Industry body the Association of Superannuation Funds of Australia (ASFA) revealed in a statement on Friday that hackers had targeted “a number of funds” the weekend before.
“While the majority of the attempts were repelled, unfortunately a number of members were affected. Funds are contacting all affected members to let them know and are helping any whose data has been compromised,” it added.
“Retirement savers should be assured superannuation funds and their service providers already have rigorous cyber protections in place.”
Read more on pension threats: BBC Pension Scheme Breached, Exposing Employee Data
Local news reports suggested tens of thousands of accounts may have been compromised, with as much as $500,000 drained from them.
AustralianSuper is the country’s largest fund, worth around AU$365bn ($219bn) and used by some 3.5 million members. It revealed in a statement on Friday that 600 of these members were impacted by cyber-attacks.
“Over the past week, we have seen a spike in suspicious activity across our member portal and mobile app and we are urging members to take steps to protect themselves online,” AustralianSuper chief member officer, Rose Kerlin, said.

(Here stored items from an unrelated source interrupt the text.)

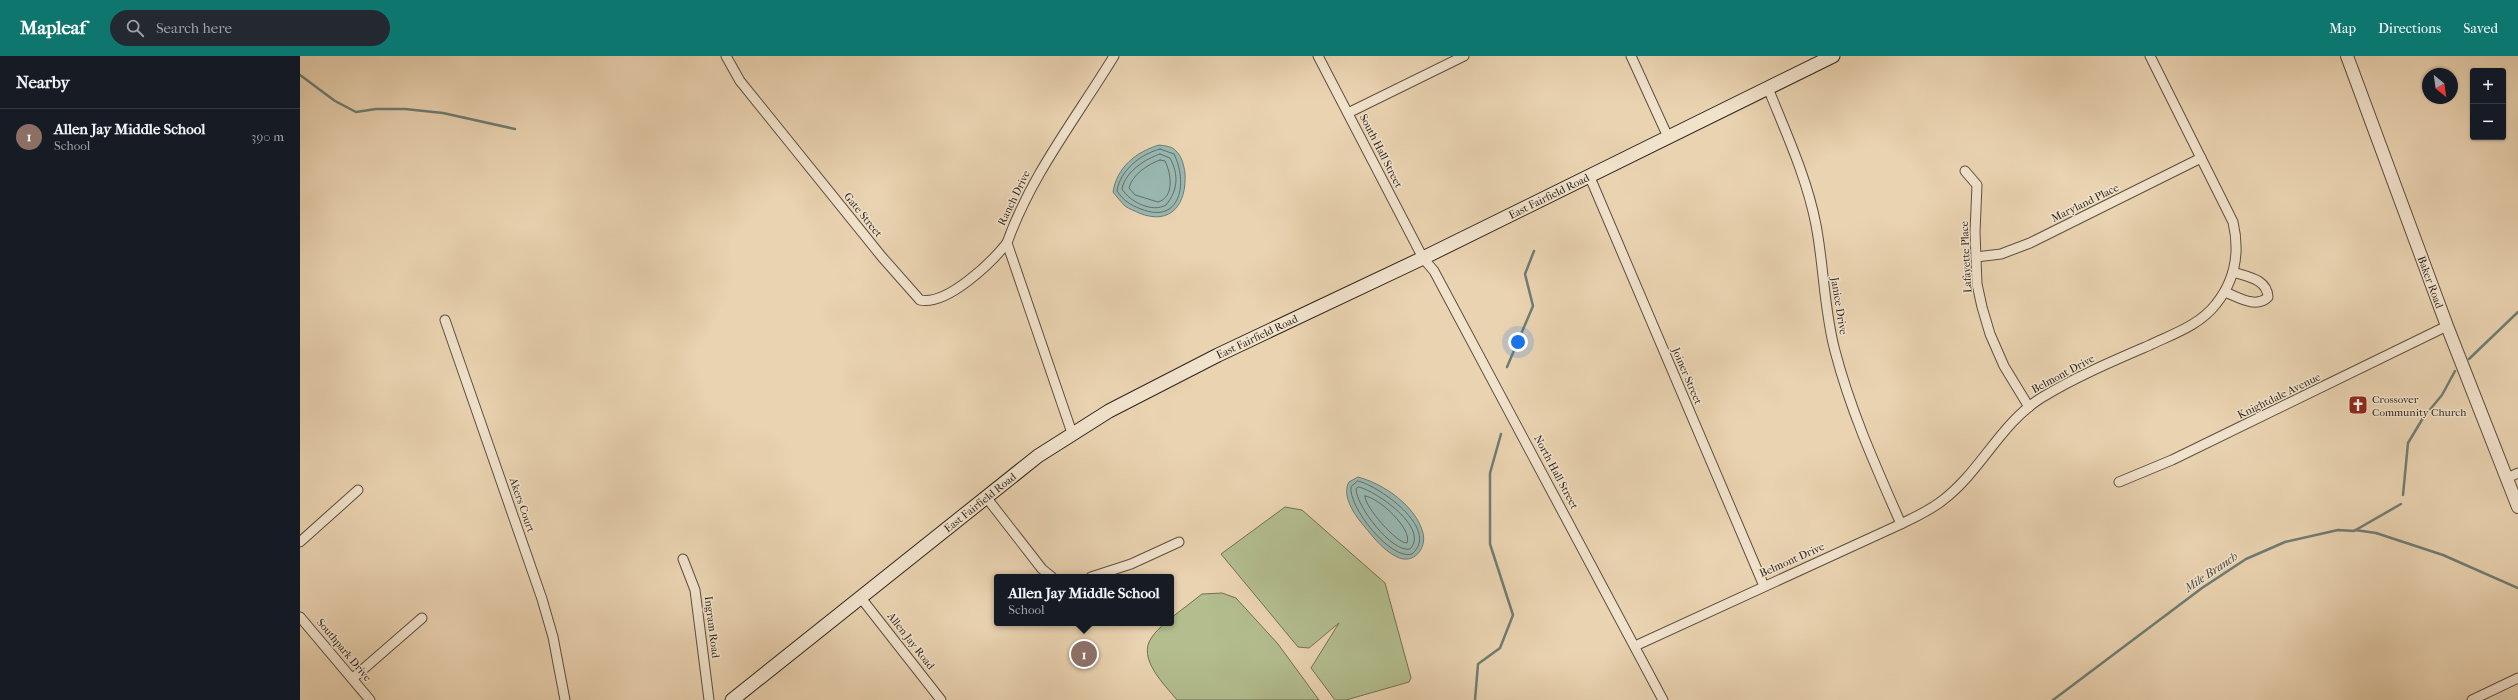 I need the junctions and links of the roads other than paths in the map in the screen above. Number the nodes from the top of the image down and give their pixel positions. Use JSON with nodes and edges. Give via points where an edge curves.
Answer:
{"nodes":[{"id":1,"x":726,"y":56,"type":"edge"},
{"id":2,"x":1114,"y":56,"type":"edge"},
{"id":3,"x":1318,"y":56,"type":"edge"},
{"id":4,"x":1464,"y":56,"type":"edge"},
{"id":5,"x":1631,"y":56,"type":"edge"},
{"id":6,"x":1833,"y":56,"type":"edge"},
{"id":7,"x":2150,"y":56,"type":"edge"},
{"id":8,"x":2347,"y":56,"type":"edge"},
{"id":9,"x":1768,"y":88,"type":"junction"},
{"id":10,"x":1348,"y":113,"type":"junction"},
{"id":11,"x":1668,"y":137,"type":"junction"},
{"id":12,"x":2201,"y":158,"type":"junction"},
{"id":13,"x":1966,"y":171,"type":"dead end"},
{"id":14,"x":1589,"y":175,"type":"junction"},
{"id":15,"x":1007,"y":243,"type":"junction"},
{"id":16,"x":1976,"y":257,"type":"junction"},
{"id":17,"x":1423,"y":258,"type":"junction"},
{"id":18,"x":2233,"y":272,"type":"junction"},
{"id":19,"x":2225,"y":292,"type":"junction"},
{"id":20,"x":446,"y":320,"type":"dead end"},
{"id":21,"x":2447,"y":326,"type":"junction"},
{"id":22,"x":2029,"y":407,"type":"junction"},
{"id":23,"x":1072,"y":433,"type":"junction"},
{"id":24,"x":2512,"y":476,"type":"edge"},
{"id":25,"x":2119,"y":482,"type":"dead end"},
{"id":26,"x":358,"y":490,"type":"dead end"},
{"id":27,"x":986,"y":497,"type":"junction"},
{"id":28,"x":2518,"y":506,"type":"edge"},
{"id":29,"x":1901,"y":524,"type":"junction"},
{"id":30,"x":300,"y":542,"type":"edge"},
{"id":31,"x":1179,"y":542,"type":"dead end"},
{"id":32,"x":683,"y":560,"type":"dead end"},
{"id":33,"x":1049,"y":574,"type":"edge"},
{"id":34,"x":1100,"y":574,"type":"edge"},
{"id":35,"x":1764,"y":586,"type":"junction"},
{"id":36,"x":862,"y":598,"type":"junction"},
{"id":37,"x":300,"y":617,"type":"edge"},
{"id":38,"x":422,"y":618,"type":"dead end"},
{"id":39,"x":1635,"y":646,"type":"junction"},
{"id":40,"x":353,"y":678,"type":"junction"},
{"id":41,"x":2518,"y":678,"type":"edge"},
{"id":42,"x":370,"y":700,"type":"edge"},
{"id":43,"x":565,"y":700,"type":"edge"},
{"id":44,"x":709,"y":700,"type":"edge"},
{"id":45,"x":732,"y":700,"type":"edge"},
{"id":46,"x":941,"y":700,"type":"edge"},
{"id":47,"x":1663,"y":700,"type":"edge"},
{"id":48,"x":2472,"y":700,"type":"edge"}],
"edges":[{"from":1,"to":15,"type":"street","name":"Gate Street","via":[[740,81],[882,257],[920,300],[934,300],[947,294],[987,265]]},
{"from":2,"to":15,"type":"street","name":"Ranch Drive","via":[[1035,181],[1014,222]]},
{"from":3,"to":10,"type":"street","name":"South Hall Street"},
{"from":4,"to":10,"type":"street"},
{"from":5,"to":11,"type":"street"},
{"from":6,"to":9,"type":"main road","name":"East Fairfield Road"},
{"from":7,"to":12,"type":"street","name":"Belmont Drive"},
{"from":8,"to":21,"type":"street","name":"Baker Road"},
{"from":9,"to":11,"type":"main road","name":"East Fairfield Road"},
{"from":9,"to":29,"type":"street","name":"Janice Drive","via":[[1809,195],[1816,226],[1826,310],[1847,394],[1862,436]]},
{"from":10,"to":17,"type":"street","name":"South Hall Street"},
{"from":11,"to":14,"type":"main road","name":"East Fairfield Road"},
{"from":12,"to":16,"type":"street","name":"Maryland Place","via":[[2030,243],[2001,254]]},
{"from":12,"to":18,"type":"street","name":"Belmont Drive","via":[[2233,222],[2237,250]]},
{"from":13,"to":16,"type":"street","name":"Lafayette Place","via":[[1977,185]]},
{"from":14,"to":17,"type":"main road","name":"East Fairfield Road"},
{"from":14,"to":35,"type":"street","name":"Joiner Street"},
{"from":15,"to":23,"type":"street","name":"Ranch Drive"},
{"from":16,"to":22,"type":"street","name":"Lafayette Place","via":[[1977,284],[1990,334],[2004,366]]},
{"from":17,"to":23,"type":"main road","name":"East Fairfield Road","via":[[1218,355]]},
{"from":17,"to":39,"type":"street","name":"North Hall Street","via":[[1434,271]]},
{"from":18,"to":19,"type":"street","name":"Belmont Drive"},
{"from":18,"to":19,"type":"street","via":[[2262,282],[2268,289],[2268,297],[2264,302],[2254,303]]},
{"from":19,"to":22,"type":"street","name":"Belmont Drive","via":[[2205,316],[2185,328],[2067,383]]},
{"from":20,"to":43,"type":"street","name":"Akers Court","via":[[542,599],[553,637]]},
{"from":21,"to":24,"type":"street","name":"Baker Road"},
{"from":21,"to":25,"type":"street","name":"Knightdale Avenue","via":[[2179,457]]},
{"from":22,"to":29,"type":"street","name":"Belmont Drive","via":[[2006,428],[1965,479],[1943,501]]},
{"from":23,"to":27,"type":"main road","name":"East Fairfield Road"},
{"from":24,"to":28,"type":"street","name":"Baker Road"},
{"from":26,"to":30,"type":"street"},
{"from":27,"to":33,"type":"street","via":[[1038,564]]},
{"from":27,"to":36,"type":"main road","name":"East Fairfield Road"},
{"from":29,"to":35,"type":"street","name":"Belmont Drive"},
{"from":31,"to":34,"type":"street","via":[[1131,564]]},
{"from":32,"to":44,"type":"street","name":"Ingram Road","via":[[695,590]]},
{"from":35,"to":39,"type":"street","name":"Belmont Drive"},
{"from":36,"to":45,"type":"main road","name":"East Fairfield Road"},
{"from":36,"to":46,"type":"street","name":"Allen Jay Road"},
{"from":37,"to":40,"type":"street","name":"Southpark Drive"},
{"from":38,"to":40,"type":"street"},
{"from":39,"to":47,"type":"street","name":"North Hall Street"},
{"from":40,"to":42,"type":"street","name":"Southpark Drive"},
{"from":41,"to":48,"type":"street"}]}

“This week we identified that cybercriminals may have used up to 600 members’ stolen passwords to log into their accounts in attempts to commit fraud. While we took immediate action to lock these accounts and let those members know, there are things members can do right now to protect themselves online.”
Rest Super, which manages around AU$93bn ($56bn), said around 8000 members had “some limited personal details accessed” including first name, email address and member identification number. However, it claimed none of these victims’ funds were impacted.
Insignia Financial cited credential stuffing as the cause of the attacks.
“We detected suspicious activity on around 100 Expand Wrap Platform customers’ accounts and at this stage there has been no financial impact to customers,” its CEO, Liz McCarthy, explained.
“Our cybersecurity team are actively working to apply additional monitoring and mitigations to protect customer accounts. As a precaution we have taken steps to restrict some activities on the Expand Platform.”
Superannuation funds are more commonly known as “pension” schemes in the UK and “defined-benefit” or “defined-contribution plans” in the US.